#### TASK REQUIREMENTS:
Range to reproduce from the entries below: the line with "position:absolute; left:1202px; top:751px;", the line with "align-items:center; gap:18px; padding:0", and every line in between. Give them exactly and give nothing else.

********

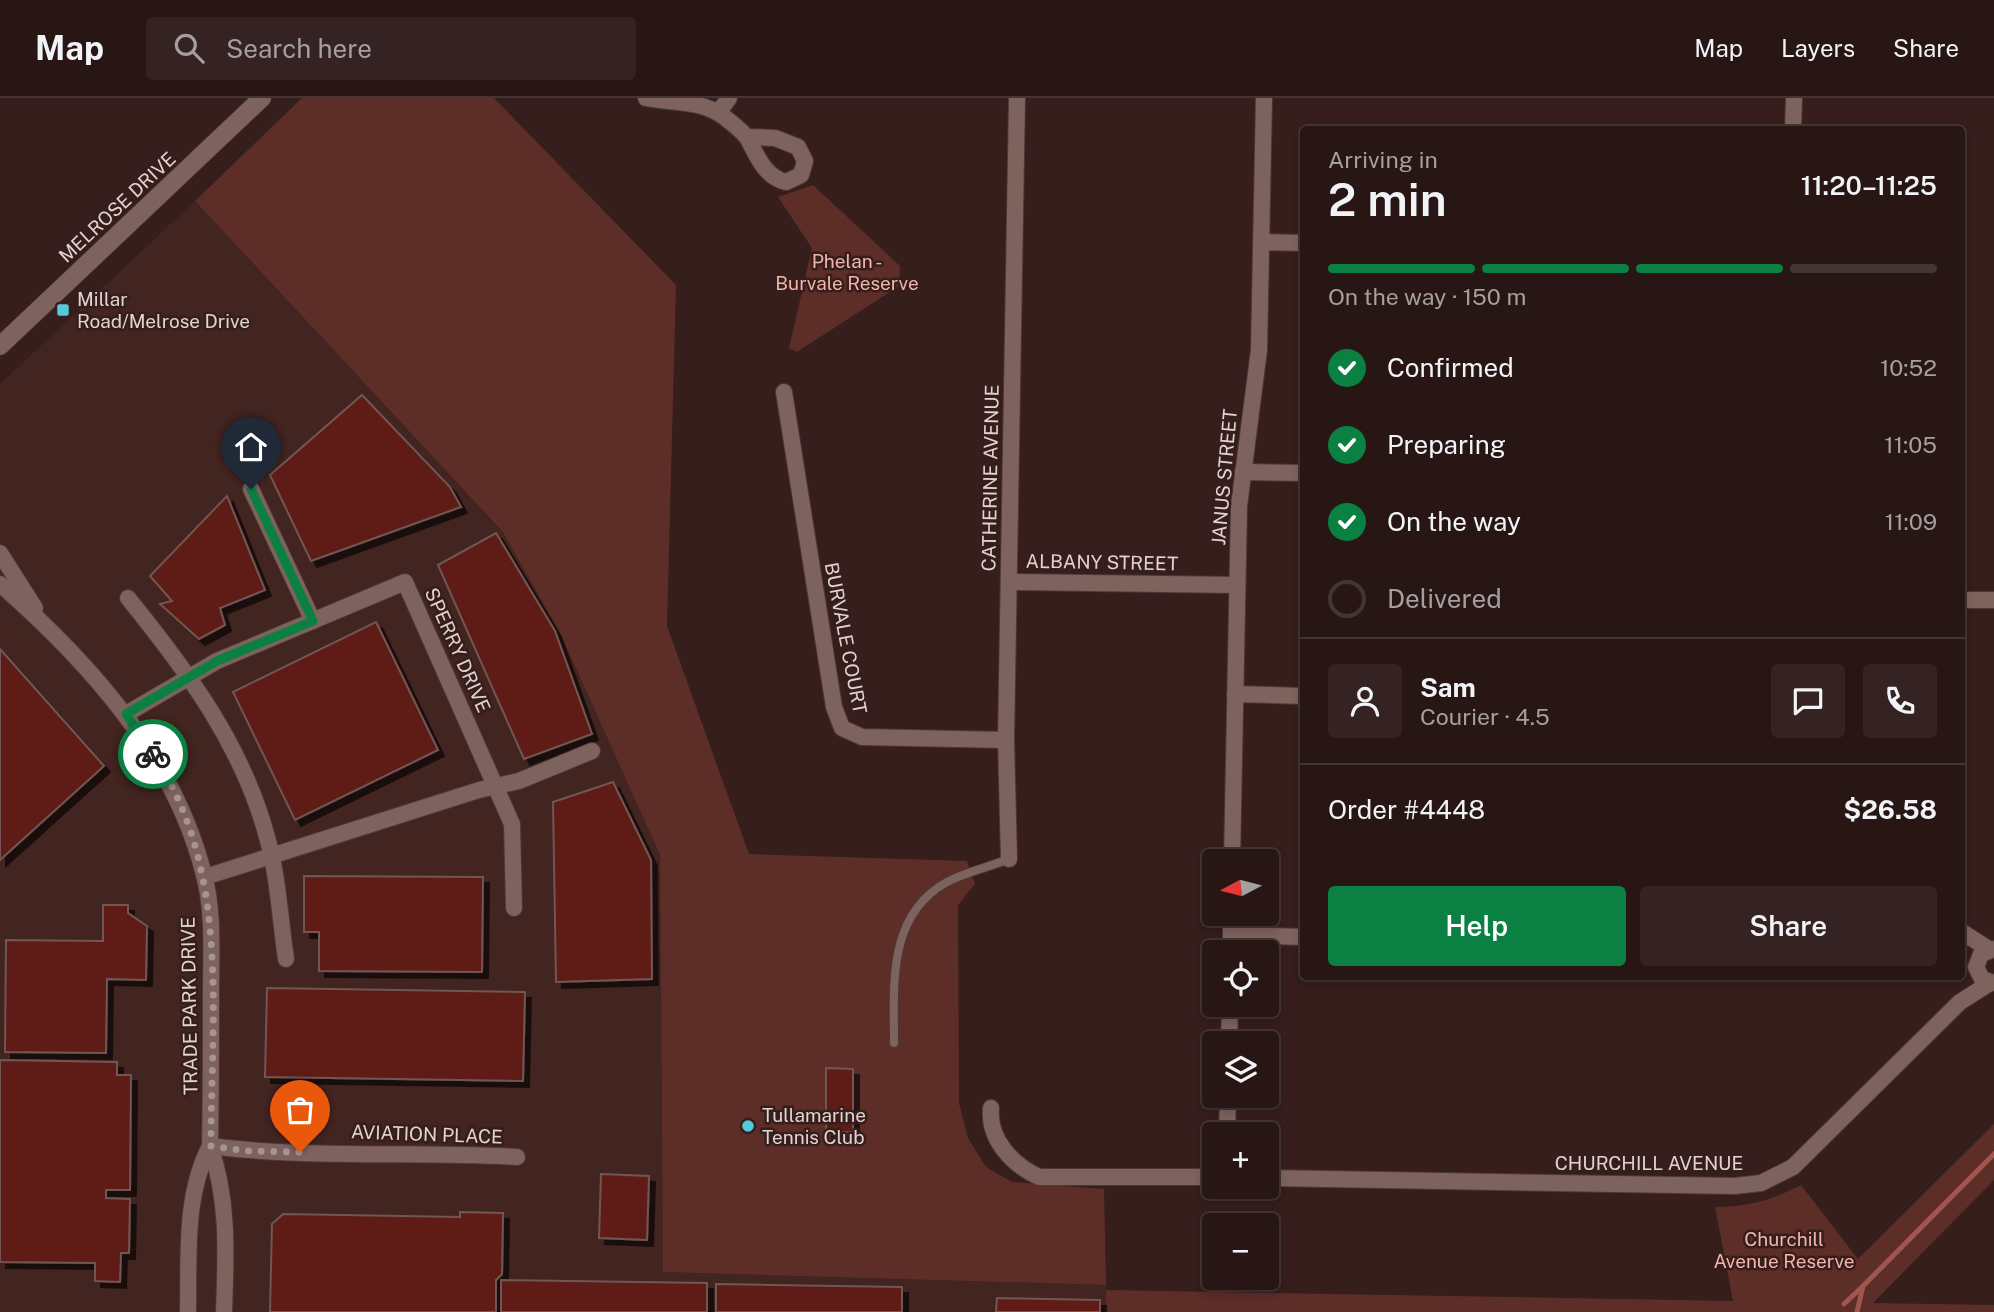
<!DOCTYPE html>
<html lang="en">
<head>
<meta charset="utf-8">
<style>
  body { margin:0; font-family:"Public Sans",sans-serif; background:#342322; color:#f1f3f6; height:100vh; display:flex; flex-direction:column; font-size:26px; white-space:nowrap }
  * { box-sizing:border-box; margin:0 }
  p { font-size:23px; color:#a59fa0 }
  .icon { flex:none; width:38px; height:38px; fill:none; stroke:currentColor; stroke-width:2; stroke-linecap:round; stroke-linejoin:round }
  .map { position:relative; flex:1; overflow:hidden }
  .drawer { position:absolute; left:1300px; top:28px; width:665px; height:854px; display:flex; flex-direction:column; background:#281615; border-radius:7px; box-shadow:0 4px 10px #0003,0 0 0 2px #443534 }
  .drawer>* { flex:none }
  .needle { width:46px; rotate:263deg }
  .controls { position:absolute; left:1202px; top:751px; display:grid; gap:14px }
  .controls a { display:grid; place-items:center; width:77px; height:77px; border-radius:7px; background:#281615; box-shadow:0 4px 10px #0003,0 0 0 2px #443534; font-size:35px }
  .pin { position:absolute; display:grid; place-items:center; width:60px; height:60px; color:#fff; margin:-72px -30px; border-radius:50% 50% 50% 0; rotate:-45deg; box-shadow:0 0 7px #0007 }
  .pin .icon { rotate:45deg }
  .courier { position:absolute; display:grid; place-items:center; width:70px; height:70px; margin:-35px; border:5px solid #0b8043; border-radius:50%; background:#fff; color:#222; box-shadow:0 2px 9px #0007 }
  .head em { font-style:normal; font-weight:600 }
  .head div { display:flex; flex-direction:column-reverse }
  .head { display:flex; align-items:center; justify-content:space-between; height:119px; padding:0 28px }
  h1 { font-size:46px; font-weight:600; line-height:52px }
  .bar { display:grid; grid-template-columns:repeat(4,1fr); gap:10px 7px; align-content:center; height:84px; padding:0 28px }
  .bar i { height:9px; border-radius:5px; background:#443534 }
  .bar .active { background:#0b8043 }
  .bar p { grid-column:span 4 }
  .line { display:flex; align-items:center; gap:18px; padding:0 28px; border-top:2px solid #443534 }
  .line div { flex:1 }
  .round { display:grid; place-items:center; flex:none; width:74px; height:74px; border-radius:7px; background:#342322 }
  ol { padding:0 28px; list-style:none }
  li { display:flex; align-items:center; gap:21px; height:77px }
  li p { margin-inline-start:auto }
  li .icon { padding:7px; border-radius:50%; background:#0b8043; color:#fff; stroke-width:4 }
  li:last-child { color:#a59fa0 }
  li i { width:38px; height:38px; border:4px solid #443534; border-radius:50% }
  .primary-button { display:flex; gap:14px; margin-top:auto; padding:14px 28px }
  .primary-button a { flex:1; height:80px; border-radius:7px; background:#0b8043; color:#fff; font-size:28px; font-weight:600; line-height:80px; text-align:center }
  .primary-button a+a { background:#342322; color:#f1f3f6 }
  header { display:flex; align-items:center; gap:42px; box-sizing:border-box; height:98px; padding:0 35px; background:#281615; border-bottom:2px solid #443534 }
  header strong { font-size:33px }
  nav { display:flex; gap:38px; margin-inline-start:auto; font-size:24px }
  .search { width:490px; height:63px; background:#342322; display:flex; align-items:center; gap:18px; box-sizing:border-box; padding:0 24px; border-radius:7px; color:#a59fa0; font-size:26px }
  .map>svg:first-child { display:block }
</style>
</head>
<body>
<header>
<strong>Map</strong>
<div class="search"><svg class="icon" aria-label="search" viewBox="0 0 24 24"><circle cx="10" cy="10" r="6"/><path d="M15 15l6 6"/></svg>Search here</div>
<nav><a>Map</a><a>Layers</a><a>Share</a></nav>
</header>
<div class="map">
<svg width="1994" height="1214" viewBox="0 0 1994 1214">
  <defs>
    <filter id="shadow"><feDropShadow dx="6" dy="6" stdDeviation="0" flood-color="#0009"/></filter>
  </defs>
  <rect width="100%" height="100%" fill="#351e1c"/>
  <path fill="#422420" d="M195 103 502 433 559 533 660 757 663 1174 1106 1187 1105 1214H0V286Z"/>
  <g fill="#5d2d28">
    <path d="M302 0H494L676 187 667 528 749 756 967 763 975 786 958 807 959 1005 968 1040 986 1069 1012 1084 1104 1091 1106 1187 663 1174 660 757 559 533 502 433 195 103Z"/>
    <path d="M813 87 900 168 899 188 797 254 789 250 812 150 778 99Z"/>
    <path d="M1994 1026V1082L1873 1205 1994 1207V1214H1105L1106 1192 1733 1203 1715 1109C1748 1109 1772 1102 1801 1087L1858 1161Z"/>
  </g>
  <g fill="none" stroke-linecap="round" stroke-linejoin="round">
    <g stroke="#a0564e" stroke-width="5">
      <path d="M1844 1206 1862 1189"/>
      <path d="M1857 1214 1863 1188 1994 1056"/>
    </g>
  </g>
  <g fill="#5f1c18" stroke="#715653" stroke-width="2" filter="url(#shadow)">
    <path d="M362 297 450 389 461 409 311 463 270 377Z"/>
    <path d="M227 398 265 492 220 510 225 527 199 541 160 506 172 503 150 478Z"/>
    <path d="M496 435 555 533 592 636 524 661 438 467Z"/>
    <path d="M376 524 438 652 295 722 233 594Z"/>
    <path d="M0 551 104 668 0 762Z"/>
    <path d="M613 684 651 762 652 881 556 884 553 704Z"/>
    <path d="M304 778 483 779 482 874 319 873V834H304Z"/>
    <path d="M103 807H128V815L147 828 146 882 107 881 106 955 5 954 6 842 103 843Z"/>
    <path d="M267 890 525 894 523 983 265 979Z"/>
    <path d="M0 962 117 964V977H131L130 1092H106V1100L130 1101 129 1155H121L120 1184 95 1183V1165L0 1164Z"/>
    <path d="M826 970 853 971V1034H826Z"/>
    <path d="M601 1076 649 1078 647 1142 599 1140Z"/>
    <path d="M460 1114 503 1115 502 1176 496 1182V1214H270L272 1126 283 1116 460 1119Z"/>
    <path d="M501 1182 707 1185V1214H501Z"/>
    <path d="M716 1186 902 1189V1214H716Z"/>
    <path d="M997 1200 1100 1202V1214H996Z"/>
  </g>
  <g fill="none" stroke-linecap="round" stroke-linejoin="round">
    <defs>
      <path id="lane" d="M894 945C894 887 887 817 947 784 966 774 989 769 1009 761"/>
      <g id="street">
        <path d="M646 0C670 5 698 2 720 16 728 22 743 33 748 41 757 58 765 79 786 84L801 77 805 63 798 49 775 40 747 39"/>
        <path d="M718 15 729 0"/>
        <path d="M1793 32 1794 0"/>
        <path d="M1261 144 1304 145"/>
        <path d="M784 294 834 609 842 630 862 639 1006 642"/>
        <path d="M1243 374 1304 375"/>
        <path d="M251 391 313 523"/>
        <path d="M0 455 35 510"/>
        <path d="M1009 484 1237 487"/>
        <path d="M0 486C90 565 174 658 204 777 214 815 211 856 211 894 211 945 211 997 210 1048 229 1103 226 1156 224 1214"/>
        <path d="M128 500C187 573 242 646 267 739 278 778 280 820 286 861"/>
        <path d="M1962 502H1994"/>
        <path d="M1235 596 1304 598"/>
        <path d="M126 616 217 563 405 484 512 726 514 810"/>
        <path d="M1009 761 1006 642 1017 0"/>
        <path d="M1232 763 1239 408 1259 252 1264 0"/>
        <path d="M205 779 479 692 519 683 592 653"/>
        <path d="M1962 834 1990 852"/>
        <path d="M1231 837 1304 839"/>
        <path d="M1994 851 1981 856 1976 869 1982 881 1994 885"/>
        <path d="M1231 854V816"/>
        <path d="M1229 945 1230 906"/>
        <path d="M991 1010C988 1042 1013 1067 1039 1079H1214"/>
        <path d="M1227 1036 1228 998"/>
        <path d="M210 1048C311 1061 415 1053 517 1059"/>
        <path d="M1267 1080 1735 1088 1761 1085 1793 1069 1960 904 1990 885"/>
        <path d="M188 1214C189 1159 184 1098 210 1048"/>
      </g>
      <path id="secondary" d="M0 248 262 0"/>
    </defs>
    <use href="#lane" stroke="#4c3936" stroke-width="10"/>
    <use href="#street" stroke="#4c3936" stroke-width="18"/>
    <use href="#secondary" stroke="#4c3936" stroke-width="19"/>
    <use href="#lane" stroke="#7e625e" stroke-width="8"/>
    <use href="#street" stroke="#7e625e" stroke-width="16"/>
    <use href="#secondary" stroke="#7e625e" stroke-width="18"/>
  </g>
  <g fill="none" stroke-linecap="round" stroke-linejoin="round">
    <path stroke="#a69491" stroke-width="7" stroke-dasharray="0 12.6" d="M153 656C231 772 211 916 211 1048L247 1053 300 1054"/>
    <path stroke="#0b8043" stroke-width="9" d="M153 656 126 616 217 563 313 523 251 391"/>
  </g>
  <g fill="#53cbdb" stroke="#351e1c" stroke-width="2.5">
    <rect x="56" y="205" width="14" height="14" rx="3.5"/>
    <circle cx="748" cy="1028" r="7"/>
  </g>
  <g text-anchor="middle" stroke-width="5" stroke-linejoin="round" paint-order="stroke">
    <g font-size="19" fill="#e3d3d0" stroke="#351e1c">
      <text transform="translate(117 109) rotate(-43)" y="7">MELROSE DRIVE</text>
      <text transform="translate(1224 379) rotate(-85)" y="7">JANUS STREET</text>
      <text transform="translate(990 380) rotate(-89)" y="7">CATHERINE AVENUE</text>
      <text transform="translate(1102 464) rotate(1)" y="7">ALBANY STREET</text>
      <text transform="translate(846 540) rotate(79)" y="7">BURVALE COURT</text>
      <text transform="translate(458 552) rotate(66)" y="7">SPERRY DRIVE</text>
      <text transform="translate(189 908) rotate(-91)" y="7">TRADE PARK DRIVE</text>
      <text transform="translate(427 1036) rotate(2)" y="7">AVIATION PLACE</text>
      <text x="1649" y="1072">CHURCHILL AVENUE</text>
    </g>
    <g font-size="19" fill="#f5b4ab" stroke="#351e1c">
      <text x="847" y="170">Phelan -<tspan x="847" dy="22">Burvale Reserve</tspan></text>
      <text x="1784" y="1148">Churchill<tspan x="1784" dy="22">Avenue Reserve</tspan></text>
    </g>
    <g font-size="19" fill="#e3d3d0" stroke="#351e1c" text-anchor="start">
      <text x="77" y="208">Millar<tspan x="77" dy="22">Road/Melrose Drive</tspan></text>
      <text x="762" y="1024">Tullamarine<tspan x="762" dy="22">Tennis Club</tspan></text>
    </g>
  </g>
</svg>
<div class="controls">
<a><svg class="needle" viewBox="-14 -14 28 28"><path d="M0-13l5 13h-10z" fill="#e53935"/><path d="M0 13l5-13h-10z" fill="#a59fa0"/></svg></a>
<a><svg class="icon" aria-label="locate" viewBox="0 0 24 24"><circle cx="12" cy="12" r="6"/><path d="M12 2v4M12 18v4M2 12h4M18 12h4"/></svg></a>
<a><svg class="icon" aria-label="layers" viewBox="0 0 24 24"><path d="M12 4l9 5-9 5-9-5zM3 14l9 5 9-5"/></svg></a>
<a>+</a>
<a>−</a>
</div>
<div class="pin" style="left:300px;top:1054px;background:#ea580c"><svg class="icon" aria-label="bag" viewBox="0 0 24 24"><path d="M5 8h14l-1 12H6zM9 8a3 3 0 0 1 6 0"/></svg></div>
<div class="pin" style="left:251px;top:391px;background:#1f2937"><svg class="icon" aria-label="home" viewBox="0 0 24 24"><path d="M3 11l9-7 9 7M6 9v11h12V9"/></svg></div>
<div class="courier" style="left:153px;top:656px"><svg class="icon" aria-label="bike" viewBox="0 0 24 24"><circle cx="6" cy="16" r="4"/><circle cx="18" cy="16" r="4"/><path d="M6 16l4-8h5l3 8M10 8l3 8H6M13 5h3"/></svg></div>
<section class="drawer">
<div class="head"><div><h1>2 min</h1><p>Arriving in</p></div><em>11:20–11:25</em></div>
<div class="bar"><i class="active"></i><i class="active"></i><i class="active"></i><i></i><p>On the way · 150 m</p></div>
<ol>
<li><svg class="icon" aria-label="check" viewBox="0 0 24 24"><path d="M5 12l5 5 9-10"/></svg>Confirmed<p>10:52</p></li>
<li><svg class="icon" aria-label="check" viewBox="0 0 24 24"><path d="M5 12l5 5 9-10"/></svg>Preparing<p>11:05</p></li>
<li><svg class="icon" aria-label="check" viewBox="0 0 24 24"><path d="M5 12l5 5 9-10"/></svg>On the way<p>11:09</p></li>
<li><i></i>Delivered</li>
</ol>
<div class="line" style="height:126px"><a class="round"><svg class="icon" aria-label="person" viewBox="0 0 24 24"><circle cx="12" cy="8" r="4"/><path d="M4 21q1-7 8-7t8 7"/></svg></a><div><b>Sam</b><p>Courier · 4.5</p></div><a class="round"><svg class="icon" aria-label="chat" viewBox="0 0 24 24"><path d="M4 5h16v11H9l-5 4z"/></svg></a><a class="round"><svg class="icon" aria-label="phone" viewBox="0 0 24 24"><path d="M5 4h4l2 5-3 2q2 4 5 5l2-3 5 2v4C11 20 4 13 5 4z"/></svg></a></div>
<div class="line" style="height:91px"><div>Order #4448</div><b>$26.58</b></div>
<div class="primary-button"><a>Help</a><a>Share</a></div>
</section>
</div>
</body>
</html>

********

#### ANSWER AREA:
  .controls { position:absolute; left:1202px; top:751px; display:grid; gap:14px }
  .controls a { display:grid; place-items:center; width:77px; height:77px; border-radius:7px; background:#281615; box-shadow:0 4px 10px #0003,0 0 0 2px #443534; font-size:35px }
  .pin { position:absolute; display:grid; place-items:center; width:60px; height:60px; color:#fff; margin:-72px -30px; border-radius:50% 50% 50% 0; rotate:-45deg; box-shadow:0 0 7px #0007 }
  .pin .icon { rotate:45deg }
  .courier { position:absolute; display:grid; place-items:center; width:70px; height:70px; margin:-35px; border:5px solid #0b8043; border-radius:50%; background:#fff; color:#222; box-shadow:0 2px 9px #0007 }
  .head em { font-style:normal; font-weight:600 }
  .head div { display:flex; flex-direction:column-reverse }
  .head { display:flex; align-items:center; justify-content:space-between; height:119px; padding:0 28px }
  h1 { font-size:46px; font-weight:600; line-height:52px }
  .bar { display:grid; grid-template-columns:repeat(4,1fr); gap:10px 7px; align-content:center; height:84px; padding:0 28px }
  .bar i { height:9px; border-radius:5px; background:#443534 }
  .bar .active { background:#0b8043 }
  .bar p { grid-column:span 4 }
  .line { display:flex; align-items:center; gap:18px; padding:0 28px; border-top:2px solid #443534 }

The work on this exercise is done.